Let the kids play is also a decent credo for the league’s hype machine and the manner in which fans welcome young players into the league.

We’ve certainly been spoiled by waves of teen- and early-20s stars achieving seemingly instant stardom, from the first wave of Mike Trout and Bryce Harper to a current contingent led by Juan Soto and Ronald Acuna Jr.

Yet it’s also just fine for development to unfold over the course of years, not months. With that in mind, do you have any idea what Vladimir Guerrero Jr. has been up to?

You surely did in April 2019, when he debuted after the standard screw-him-out-of-service-time pause. His first batting-practice session was carried live in two countries. His at-bats were cause for network cut-ins.

And then … he was merely OK for a while.

In the meantime, Fernando Tatis Jr. (who’s still yet to play 100 games in a season) was anointed the next greatest thing. The arrival of Wander Franco (who only now has played 11 games above Class A ball) is charted like an asteroid careening toward Earth.

And just what was the prospect world and MLB’s advanced-media arm fixated on this weekend as Vladito laid waste to the Philadelphia Phillies, homering in all three games to push his OPS to 1.049, second only to Trout?

Why, the debut of Mariners prospect Jarred Kelenic, of course.

Not sure if it’s shortened attention span, keeper-league geeks wanting to be first to go all-in on a guy or the expectation that all prospects must dominate upon arrival, but this is all a little askew. Sure, young players arrive in the majors with more games played and better development tools at their disposal, making instant stardom a possibility.

That doesn’t mean everyone will immediately dominate. Development is rarely linear, which makes baseball both maddening and fun. Fixate on who’s Next if you must.
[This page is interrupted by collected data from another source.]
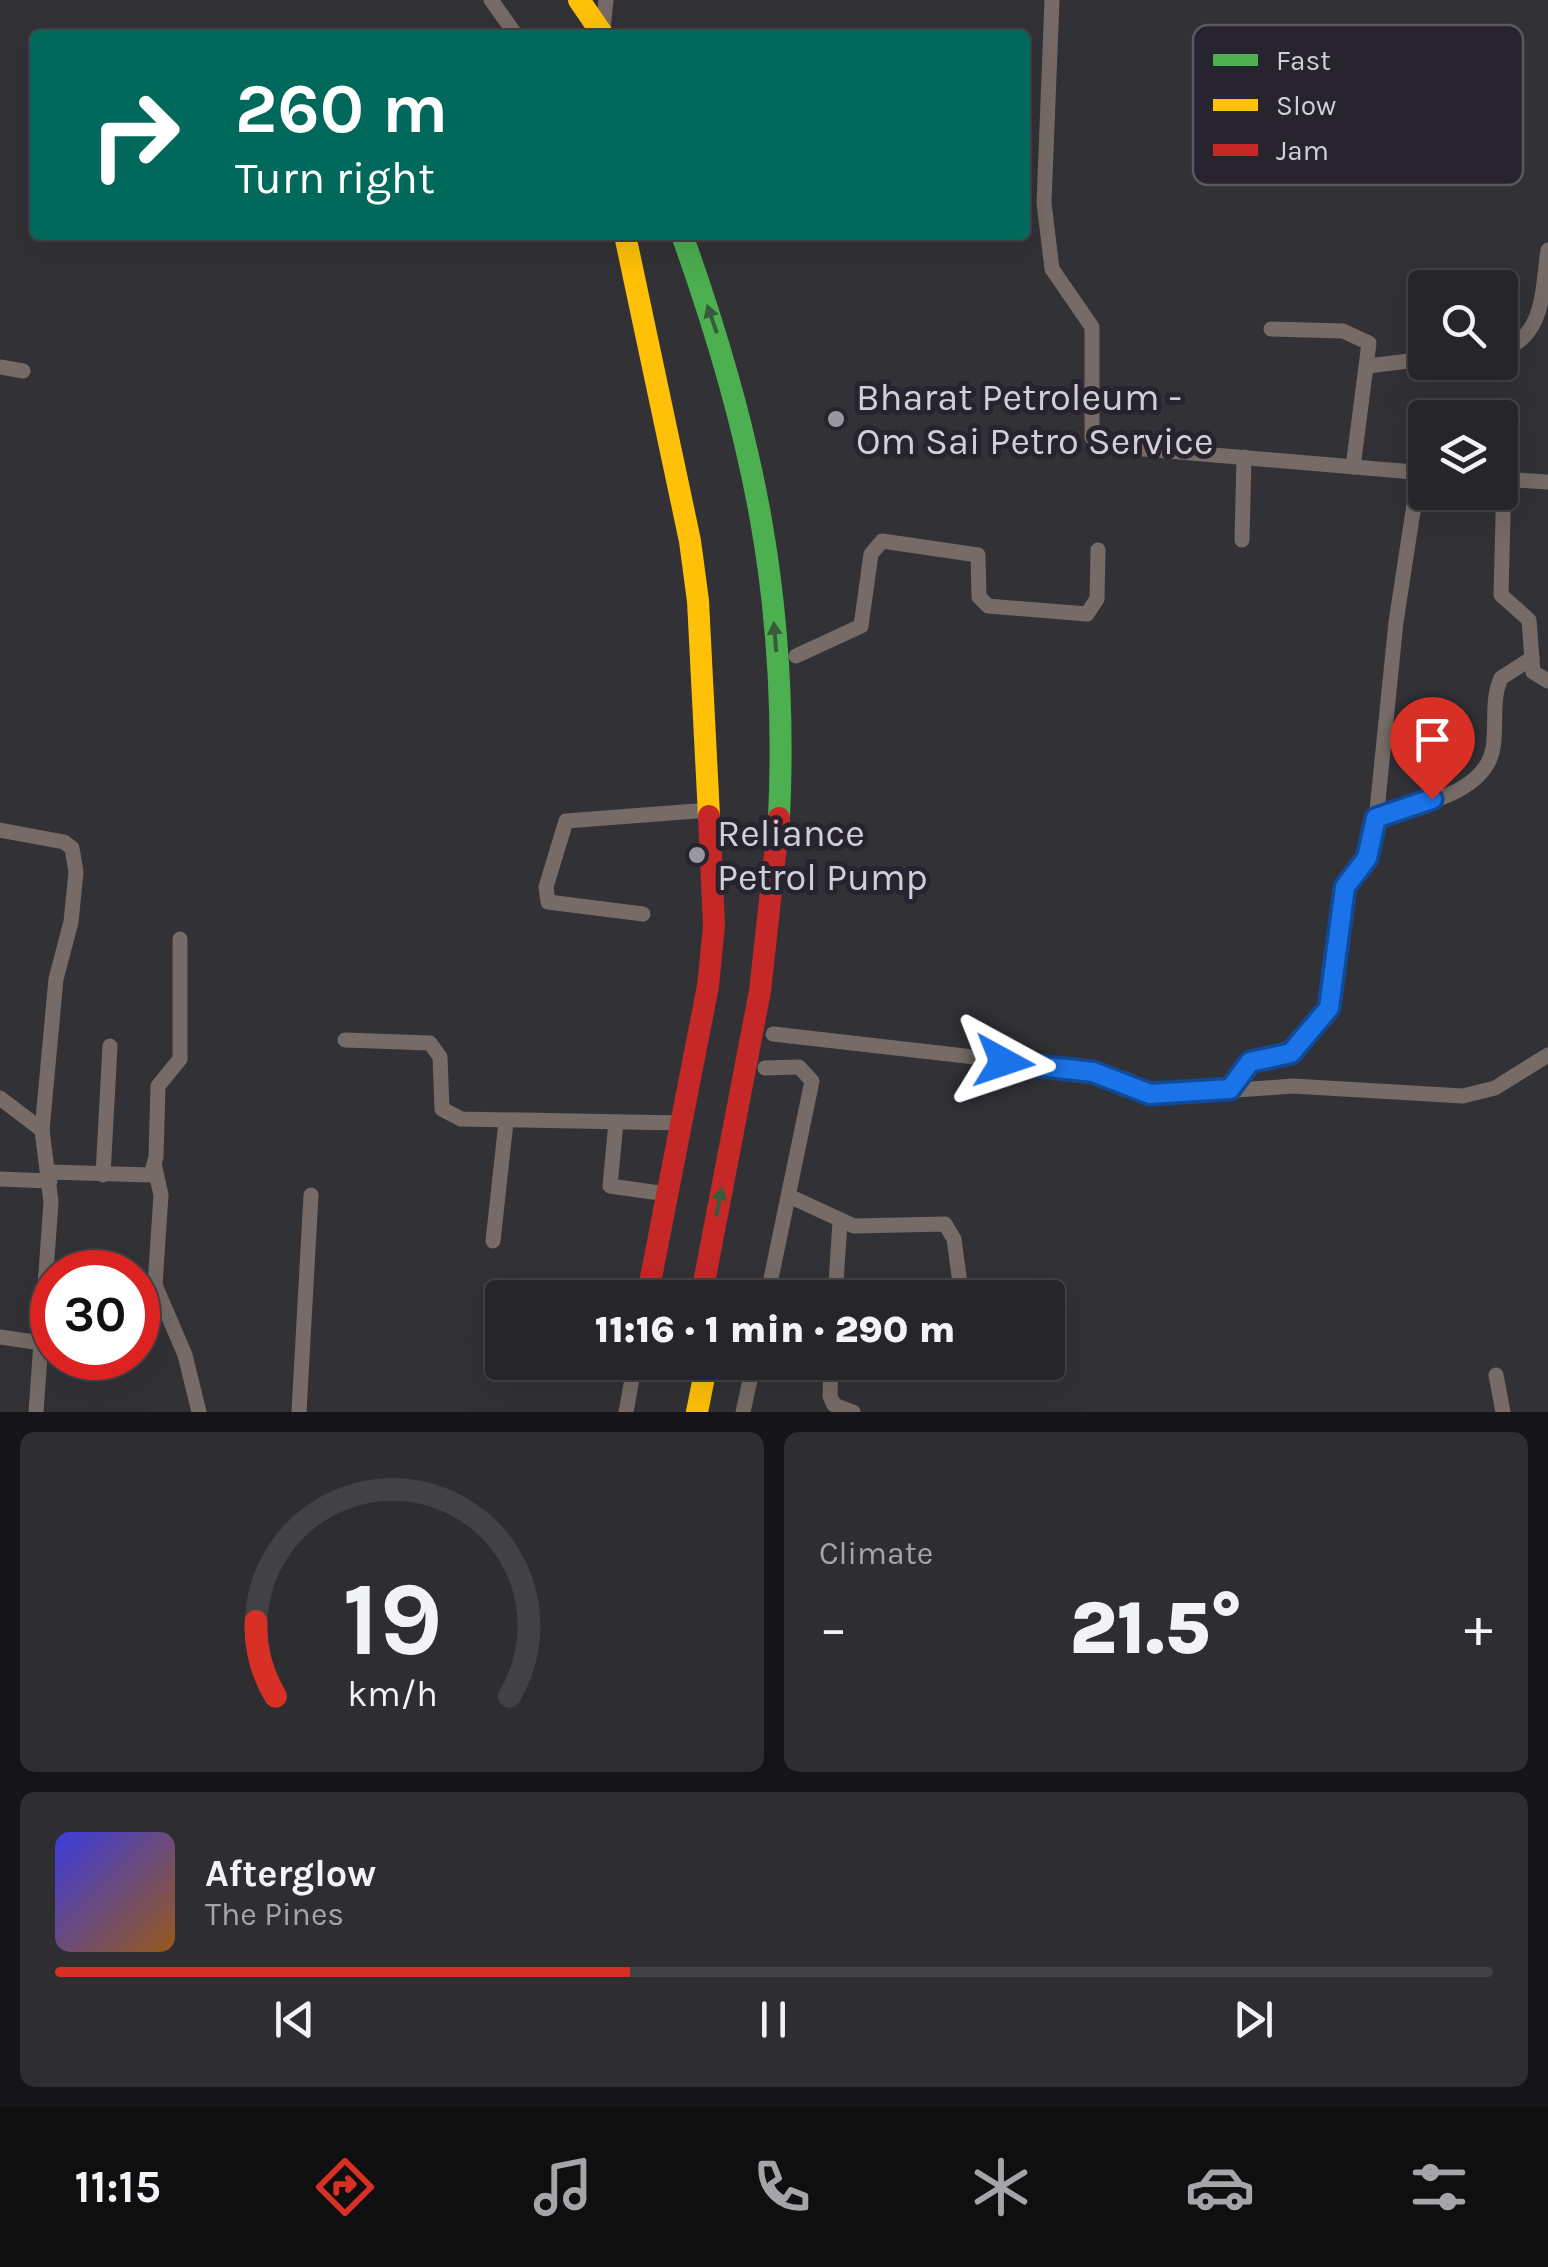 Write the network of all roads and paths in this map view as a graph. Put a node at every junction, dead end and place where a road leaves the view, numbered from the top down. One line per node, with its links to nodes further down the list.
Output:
1 (492, 0): 6 (street)
2 (560, 0): 7 (main road)
3 (579, 0): 8 (main road)
4 (606, 0): 9 (street)
5 (1052, 0): 20 (street)
6 (513, 30)
7 (591, 30)
8 (593, 30)
9 (596, 30)
10 (626, 240): 32 (main road)
11 (684, 240): 59 (main road, one-way to 11)
12 (704, 240): 29 (main road)
13 (1548, 250): 15 (street)
14 (1271, 330): 17 (street)
15 (1518, 344)
16 (1408, 361): 17 (street)
17 (1368, 366): 21 (street)
18 (0, 367): 19 (street)
19 (23, 372)
20 (1244, 457): 21 (street); 27 (street)
21 (1353, 466): 22 (street)
22 (1408, 471)
23 (1518, 480): 24 (street)
24 (1548, 482)
25 (1416, 510): 33 (street)
26 (1501, 510): 30 (street)
27 (1242, 540)
28 (1098, 550): 29 (street)
29 (796, 656): 37 (main road)
30 (1532, 658): 31 (street); 33 (street)
31 (1548, 681)
32 (709, 810): 35 (street); 46 (main road)
33 (1376, 818): 42 (street)
34 (0, 830): 47 (street)
35 (643, 914)
36 (180, 939): 48 (street)
37 (773, 1034): 41 (main road); 42 (street)
38 (344, 1040): 44 (street)
39 (110, 1046): 49 (street)
40 (1548, 1055): 42 (street)
41 (765, 1068): 54 (street); 60 (main road)
42 (1230, 1089)
43 (0, 1098): 47 (street)
44 (506, 1122): 45 (street); 56 (street)
45 (616, 1122): 46 (street); 52 (street)
46 (682, 1122): 52 (main road)
47 (42, 1130): 50 (street)
48 (155, 1168): 49 (street); 74 (street)
49 (103, 1174): 50 (street)
50 (49, 1176): 51 (street); 57 (street)
51 (0, 1179)
52 (667, 1194): 58 (main road)
53 (310, 1195): 75 (street)
54 (789, 1196): 55 (street); 61 (street)
55 (840, 1222): 62 (street); 63 (street)
56 (493, 1242)
57 (45, 1250)
58 (650, 1280)
59 (704, 1280)
60 (724, 1280)
61 (772, 1280)
62 (836, 1280)
63 (960, 1280)
64 (0, 1338): 65 (street)
65 (30, 1342)
66 (1496, 1375): 81 (street)
67 (38, 1380): 73 (street)
68 (632, 1380): 76 (street)
69 (685, 1380): 77 (main road)
70 (704, 1380): 78 (main road)
71 (750, 1380): 79 (street)
72 (830, 1380): 80 (street)
73 (36, 1412)
74 (199, 1412)
75 (299, 1412)
76 (626, 1412)
77 (679, 1412)
78 (697, 1412)
79 (743, 1412)
80 (853, 1412)
81 (1503, 1412)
Vladito is Now, and it’s been a sight to watch unfold.

2020: Flush it

Speaking of which, Guerrero folds rather nicely into a category of players for which 2020 was a wash. There were many reasons – the start and stop of spring training, a four-month layoff, a 60-game season that messed with approaches both mental and physical – to not take too many performances as gospel, particularly those on the negative side of the ledger.

Now that 2021 is in full gear, it’s clear there were many aberrations.

Guerrero, for one, put on the Quarantine Fifteen that struck so many of us at our waistlines, and worked doggedly to put that to rest in the offseason. Good on him.

Buster Posey and Ryan Zimmerman were among the veterans who sat out the whole year. Seems like a good move: In part-time duty, Posey, 34, has an absurd 1.151 OPS and with eight home runs has surpassed his 2018 and 2019 season totals. Zimmerman, 36, is sporting a 126 adjusted OPS, best since his lone All-Star season of 2017.

Remember J.D. Martinez’s fretting over a lack of video in the dugout and clubhouse? Might have been something to that! Martinez slashed .213/.291/.389 in 2020 and has turned that around to .342/.420/.605 in 2021, a season in which in-game video of at-bats are once again available.

Vibes don’t hurt, either. The Red Sox season went immediately south in 2020; a season in which a bad month for individual and team meant just one more month ‘til school was out. Why bother digging out of the hole when freedom was nigh?

So many players and teams faced that similar scenario last year. Now, the 162-game marathon is back – and so, too, is our ability to judge players on their merits.